* AVAILABLE DATA:
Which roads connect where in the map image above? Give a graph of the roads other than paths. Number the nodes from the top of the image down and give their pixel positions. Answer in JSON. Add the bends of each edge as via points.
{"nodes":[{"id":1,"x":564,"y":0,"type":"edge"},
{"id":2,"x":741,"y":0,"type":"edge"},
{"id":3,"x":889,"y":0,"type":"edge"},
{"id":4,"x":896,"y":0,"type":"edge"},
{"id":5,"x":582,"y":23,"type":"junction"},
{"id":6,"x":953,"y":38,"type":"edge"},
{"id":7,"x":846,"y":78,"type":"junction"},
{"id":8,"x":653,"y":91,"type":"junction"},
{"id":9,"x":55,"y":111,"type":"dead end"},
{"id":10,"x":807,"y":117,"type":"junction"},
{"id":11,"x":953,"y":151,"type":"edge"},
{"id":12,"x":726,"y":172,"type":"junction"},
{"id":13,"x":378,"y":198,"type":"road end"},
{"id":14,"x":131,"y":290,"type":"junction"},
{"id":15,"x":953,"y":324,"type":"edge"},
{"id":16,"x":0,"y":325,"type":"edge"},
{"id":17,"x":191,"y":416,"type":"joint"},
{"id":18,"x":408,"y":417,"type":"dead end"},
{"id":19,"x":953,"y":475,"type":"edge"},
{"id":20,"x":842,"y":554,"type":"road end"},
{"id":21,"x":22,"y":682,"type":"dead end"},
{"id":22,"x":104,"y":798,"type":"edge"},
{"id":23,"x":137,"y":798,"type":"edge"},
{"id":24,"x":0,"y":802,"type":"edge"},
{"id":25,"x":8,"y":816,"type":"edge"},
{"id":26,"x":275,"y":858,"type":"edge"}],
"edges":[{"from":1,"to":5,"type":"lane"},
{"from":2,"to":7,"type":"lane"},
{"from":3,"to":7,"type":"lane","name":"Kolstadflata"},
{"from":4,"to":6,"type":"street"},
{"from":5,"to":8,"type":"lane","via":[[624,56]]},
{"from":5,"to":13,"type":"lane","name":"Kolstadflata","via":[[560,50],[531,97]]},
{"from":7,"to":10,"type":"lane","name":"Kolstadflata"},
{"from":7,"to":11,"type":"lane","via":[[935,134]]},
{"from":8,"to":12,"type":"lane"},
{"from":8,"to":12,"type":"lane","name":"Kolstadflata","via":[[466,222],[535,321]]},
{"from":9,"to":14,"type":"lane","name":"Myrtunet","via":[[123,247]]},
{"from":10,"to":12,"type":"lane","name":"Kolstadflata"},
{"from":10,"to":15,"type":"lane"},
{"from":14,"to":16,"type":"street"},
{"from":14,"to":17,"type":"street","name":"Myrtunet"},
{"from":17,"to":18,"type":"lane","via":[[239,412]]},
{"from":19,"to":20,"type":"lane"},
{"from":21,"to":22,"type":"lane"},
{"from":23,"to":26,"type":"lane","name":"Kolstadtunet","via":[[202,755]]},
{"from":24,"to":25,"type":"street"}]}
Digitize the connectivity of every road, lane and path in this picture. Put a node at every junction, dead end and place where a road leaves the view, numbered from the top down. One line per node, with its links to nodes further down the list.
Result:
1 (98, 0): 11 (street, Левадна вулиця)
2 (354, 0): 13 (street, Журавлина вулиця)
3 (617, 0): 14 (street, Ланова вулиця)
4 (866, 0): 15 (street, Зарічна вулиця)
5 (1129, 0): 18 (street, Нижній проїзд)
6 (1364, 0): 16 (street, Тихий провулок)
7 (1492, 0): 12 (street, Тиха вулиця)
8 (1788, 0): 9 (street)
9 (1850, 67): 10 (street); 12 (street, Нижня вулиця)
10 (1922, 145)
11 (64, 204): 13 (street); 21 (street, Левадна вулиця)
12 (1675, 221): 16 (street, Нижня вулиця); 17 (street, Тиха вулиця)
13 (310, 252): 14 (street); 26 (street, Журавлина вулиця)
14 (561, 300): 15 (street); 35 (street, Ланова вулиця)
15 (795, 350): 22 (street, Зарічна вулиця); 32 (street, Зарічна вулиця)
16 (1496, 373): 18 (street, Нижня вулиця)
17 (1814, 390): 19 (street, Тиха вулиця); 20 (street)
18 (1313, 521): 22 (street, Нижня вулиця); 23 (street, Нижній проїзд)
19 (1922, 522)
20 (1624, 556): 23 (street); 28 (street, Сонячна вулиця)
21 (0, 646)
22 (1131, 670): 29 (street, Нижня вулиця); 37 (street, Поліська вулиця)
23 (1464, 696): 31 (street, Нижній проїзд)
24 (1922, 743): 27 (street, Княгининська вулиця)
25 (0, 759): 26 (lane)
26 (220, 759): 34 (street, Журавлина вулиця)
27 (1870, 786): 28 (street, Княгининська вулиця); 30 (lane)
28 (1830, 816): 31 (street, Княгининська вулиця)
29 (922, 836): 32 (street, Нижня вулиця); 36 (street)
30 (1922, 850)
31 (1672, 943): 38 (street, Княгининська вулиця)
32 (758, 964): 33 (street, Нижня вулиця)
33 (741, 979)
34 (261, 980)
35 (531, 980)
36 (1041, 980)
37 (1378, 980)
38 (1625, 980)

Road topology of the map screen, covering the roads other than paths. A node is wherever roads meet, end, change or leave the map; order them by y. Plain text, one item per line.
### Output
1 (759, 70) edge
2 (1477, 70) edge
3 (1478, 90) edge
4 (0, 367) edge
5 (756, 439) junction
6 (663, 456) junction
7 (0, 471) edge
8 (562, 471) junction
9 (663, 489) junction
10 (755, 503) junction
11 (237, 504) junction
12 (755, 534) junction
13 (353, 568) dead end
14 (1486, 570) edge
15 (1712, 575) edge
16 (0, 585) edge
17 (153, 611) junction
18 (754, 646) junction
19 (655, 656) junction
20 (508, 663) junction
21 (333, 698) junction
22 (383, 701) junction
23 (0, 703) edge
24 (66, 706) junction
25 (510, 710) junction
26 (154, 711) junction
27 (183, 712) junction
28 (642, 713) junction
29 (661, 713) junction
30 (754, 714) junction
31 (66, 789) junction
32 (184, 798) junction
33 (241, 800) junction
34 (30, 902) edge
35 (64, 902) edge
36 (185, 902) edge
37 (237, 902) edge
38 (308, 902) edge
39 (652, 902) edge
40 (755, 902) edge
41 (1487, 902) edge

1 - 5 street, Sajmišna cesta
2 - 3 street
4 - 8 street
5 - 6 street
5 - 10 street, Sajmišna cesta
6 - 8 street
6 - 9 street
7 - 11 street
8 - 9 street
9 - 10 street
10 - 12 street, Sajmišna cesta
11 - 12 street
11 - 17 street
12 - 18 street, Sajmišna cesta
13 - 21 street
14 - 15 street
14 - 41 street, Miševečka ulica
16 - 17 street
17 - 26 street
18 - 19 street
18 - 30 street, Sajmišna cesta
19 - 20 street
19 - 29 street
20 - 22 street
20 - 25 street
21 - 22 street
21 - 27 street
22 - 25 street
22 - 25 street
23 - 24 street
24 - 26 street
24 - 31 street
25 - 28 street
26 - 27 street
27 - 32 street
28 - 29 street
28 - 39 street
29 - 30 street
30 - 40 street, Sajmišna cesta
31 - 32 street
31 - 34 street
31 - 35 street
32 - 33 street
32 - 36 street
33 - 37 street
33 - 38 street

* DIRECTIONS FOR THIS TASK:
Go through the entries above, and wherever a line holds the word "Журавлина", copy that line.

* TASK OUTPUT:
2 (354, 0): 13 (street, Журавлина вулиця)
13 (310, 252): 14 (street); 26 (street, Журавлина вулиця)
26 (220, 759): 34 (street, Журавлина вулиця)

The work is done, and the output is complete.